> Problem description
Go through the records below and tally the lines that include "원곡초교길". Answer with the number only.

> Exercise inputs
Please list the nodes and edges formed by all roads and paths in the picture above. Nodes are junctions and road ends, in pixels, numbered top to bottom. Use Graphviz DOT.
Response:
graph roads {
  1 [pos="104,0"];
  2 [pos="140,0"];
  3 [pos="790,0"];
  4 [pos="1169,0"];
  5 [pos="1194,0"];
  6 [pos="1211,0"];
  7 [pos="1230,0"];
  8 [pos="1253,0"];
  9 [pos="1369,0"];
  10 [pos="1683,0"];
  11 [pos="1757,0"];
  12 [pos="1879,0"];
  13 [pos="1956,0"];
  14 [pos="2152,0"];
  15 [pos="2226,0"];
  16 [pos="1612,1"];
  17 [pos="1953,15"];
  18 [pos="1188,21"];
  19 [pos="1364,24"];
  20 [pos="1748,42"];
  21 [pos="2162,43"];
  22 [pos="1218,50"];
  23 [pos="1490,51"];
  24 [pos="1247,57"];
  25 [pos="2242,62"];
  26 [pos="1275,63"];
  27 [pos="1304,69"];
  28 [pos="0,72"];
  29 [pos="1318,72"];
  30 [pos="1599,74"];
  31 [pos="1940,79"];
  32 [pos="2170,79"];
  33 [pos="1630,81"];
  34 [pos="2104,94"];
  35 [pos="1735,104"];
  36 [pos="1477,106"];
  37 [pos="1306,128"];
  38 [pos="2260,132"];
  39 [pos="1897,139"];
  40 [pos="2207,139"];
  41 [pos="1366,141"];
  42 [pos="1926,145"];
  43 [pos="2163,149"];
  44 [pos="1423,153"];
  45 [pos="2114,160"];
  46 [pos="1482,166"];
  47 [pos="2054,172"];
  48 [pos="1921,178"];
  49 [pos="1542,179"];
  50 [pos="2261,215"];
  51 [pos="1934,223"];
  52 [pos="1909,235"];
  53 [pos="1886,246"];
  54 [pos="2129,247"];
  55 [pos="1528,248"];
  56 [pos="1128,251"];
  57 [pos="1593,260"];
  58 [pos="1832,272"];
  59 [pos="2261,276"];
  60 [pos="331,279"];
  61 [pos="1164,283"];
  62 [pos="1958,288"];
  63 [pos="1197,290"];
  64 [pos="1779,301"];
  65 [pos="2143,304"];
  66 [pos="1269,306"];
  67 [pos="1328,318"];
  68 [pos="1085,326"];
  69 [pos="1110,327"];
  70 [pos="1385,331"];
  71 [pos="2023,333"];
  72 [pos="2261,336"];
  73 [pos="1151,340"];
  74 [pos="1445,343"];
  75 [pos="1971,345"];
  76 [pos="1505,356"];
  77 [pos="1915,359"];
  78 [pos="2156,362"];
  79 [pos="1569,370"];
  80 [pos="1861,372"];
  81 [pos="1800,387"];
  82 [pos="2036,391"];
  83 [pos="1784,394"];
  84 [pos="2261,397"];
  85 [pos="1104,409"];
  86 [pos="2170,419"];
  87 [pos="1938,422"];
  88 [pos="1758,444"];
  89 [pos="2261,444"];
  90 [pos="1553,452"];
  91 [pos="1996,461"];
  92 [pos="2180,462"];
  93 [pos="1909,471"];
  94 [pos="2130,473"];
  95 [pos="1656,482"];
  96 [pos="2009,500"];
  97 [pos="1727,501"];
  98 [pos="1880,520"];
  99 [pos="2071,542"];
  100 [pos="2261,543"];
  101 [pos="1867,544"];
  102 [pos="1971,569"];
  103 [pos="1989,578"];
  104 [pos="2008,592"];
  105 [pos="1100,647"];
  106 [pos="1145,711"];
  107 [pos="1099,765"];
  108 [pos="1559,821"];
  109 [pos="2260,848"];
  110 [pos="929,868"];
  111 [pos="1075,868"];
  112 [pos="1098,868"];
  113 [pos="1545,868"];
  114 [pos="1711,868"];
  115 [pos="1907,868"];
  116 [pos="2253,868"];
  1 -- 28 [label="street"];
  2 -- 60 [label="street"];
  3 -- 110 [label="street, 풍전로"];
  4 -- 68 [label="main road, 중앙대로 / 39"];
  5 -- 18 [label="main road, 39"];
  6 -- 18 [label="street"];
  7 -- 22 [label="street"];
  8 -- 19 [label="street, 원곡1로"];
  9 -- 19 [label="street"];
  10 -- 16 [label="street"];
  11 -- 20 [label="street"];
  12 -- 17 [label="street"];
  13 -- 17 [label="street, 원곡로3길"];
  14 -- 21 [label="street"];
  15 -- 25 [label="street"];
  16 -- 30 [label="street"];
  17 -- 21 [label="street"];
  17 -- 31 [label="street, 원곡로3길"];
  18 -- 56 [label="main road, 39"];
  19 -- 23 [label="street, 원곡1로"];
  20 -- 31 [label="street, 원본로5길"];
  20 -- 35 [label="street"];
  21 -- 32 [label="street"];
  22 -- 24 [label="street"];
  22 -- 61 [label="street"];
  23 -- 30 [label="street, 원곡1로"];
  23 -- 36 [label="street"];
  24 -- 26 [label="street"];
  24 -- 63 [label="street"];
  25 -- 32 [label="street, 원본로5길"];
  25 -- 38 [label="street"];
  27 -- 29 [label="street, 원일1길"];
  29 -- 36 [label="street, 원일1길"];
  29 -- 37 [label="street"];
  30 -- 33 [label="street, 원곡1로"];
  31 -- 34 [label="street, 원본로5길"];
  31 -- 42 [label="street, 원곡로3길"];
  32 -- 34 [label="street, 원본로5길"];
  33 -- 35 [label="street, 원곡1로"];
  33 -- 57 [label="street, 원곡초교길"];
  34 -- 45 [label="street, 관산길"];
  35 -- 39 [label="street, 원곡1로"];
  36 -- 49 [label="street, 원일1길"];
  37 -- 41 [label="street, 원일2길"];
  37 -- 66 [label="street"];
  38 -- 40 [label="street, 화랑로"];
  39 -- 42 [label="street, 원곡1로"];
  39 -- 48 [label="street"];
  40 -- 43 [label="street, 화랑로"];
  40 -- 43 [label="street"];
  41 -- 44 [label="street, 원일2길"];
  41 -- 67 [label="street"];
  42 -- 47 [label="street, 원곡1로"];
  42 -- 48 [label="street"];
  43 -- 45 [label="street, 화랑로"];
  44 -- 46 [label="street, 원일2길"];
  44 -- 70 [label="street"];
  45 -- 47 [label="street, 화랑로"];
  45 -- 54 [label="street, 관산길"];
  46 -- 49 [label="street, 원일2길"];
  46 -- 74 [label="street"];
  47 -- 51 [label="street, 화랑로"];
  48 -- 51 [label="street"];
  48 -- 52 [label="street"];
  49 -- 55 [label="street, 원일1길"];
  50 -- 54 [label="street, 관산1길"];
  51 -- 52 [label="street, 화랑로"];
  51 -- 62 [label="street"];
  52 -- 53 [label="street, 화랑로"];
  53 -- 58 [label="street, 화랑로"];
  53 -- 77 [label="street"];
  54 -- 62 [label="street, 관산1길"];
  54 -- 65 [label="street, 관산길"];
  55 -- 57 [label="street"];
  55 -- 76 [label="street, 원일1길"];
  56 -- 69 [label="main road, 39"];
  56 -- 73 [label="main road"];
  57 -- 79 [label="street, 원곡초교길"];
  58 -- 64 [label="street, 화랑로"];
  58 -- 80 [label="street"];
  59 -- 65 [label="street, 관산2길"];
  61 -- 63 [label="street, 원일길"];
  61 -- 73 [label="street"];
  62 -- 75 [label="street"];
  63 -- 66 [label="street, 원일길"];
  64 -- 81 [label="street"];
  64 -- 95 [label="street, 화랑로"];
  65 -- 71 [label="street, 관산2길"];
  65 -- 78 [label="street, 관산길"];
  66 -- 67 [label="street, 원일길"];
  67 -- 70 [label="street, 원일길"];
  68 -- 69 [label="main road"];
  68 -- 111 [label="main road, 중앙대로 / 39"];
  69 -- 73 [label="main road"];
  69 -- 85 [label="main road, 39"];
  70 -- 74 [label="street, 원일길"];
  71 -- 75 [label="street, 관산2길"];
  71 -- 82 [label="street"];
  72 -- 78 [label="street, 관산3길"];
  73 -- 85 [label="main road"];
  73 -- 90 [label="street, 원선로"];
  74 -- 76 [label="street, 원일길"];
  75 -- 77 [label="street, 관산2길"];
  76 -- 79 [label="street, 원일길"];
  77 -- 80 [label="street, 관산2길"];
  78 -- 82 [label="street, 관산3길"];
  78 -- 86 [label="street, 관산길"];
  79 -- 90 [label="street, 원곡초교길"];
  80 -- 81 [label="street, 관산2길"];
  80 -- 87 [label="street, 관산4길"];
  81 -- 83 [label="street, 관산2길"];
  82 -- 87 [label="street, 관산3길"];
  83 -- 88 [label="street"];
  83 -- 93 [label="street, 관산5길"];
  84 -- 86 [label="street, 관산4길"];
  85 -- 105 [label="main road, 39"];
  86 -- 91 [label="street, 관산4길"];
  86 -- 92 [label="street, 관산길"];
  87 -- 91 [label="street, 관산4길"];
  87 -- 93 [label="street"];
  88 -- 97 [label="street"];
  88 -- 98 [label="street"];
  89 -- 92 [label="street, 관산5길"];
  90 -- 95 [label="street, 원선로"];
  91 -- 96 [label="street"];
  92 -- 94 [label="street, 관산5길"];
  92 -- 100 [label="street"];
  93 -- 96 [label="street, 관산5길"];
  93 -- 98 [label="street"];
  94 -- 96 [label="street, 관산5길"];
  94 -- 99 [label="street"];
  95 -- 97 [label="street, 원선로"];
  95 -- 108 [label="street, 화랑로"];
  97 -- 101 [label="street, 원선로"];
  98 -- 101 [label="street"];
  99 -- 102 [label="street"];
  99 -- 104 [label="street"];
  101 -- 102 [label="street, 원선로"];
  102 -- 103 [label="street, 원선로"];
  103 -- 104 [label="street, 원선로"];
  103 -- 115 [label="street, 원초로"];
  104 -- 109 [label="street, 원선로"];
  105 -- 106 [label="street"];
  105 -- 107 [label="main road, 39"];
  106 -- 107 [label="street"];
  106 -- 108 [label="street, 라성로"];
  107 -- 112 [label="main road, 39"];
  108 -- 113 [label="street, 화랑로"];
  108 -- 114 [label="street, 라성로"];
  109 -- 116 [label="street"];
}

> Problem solution
3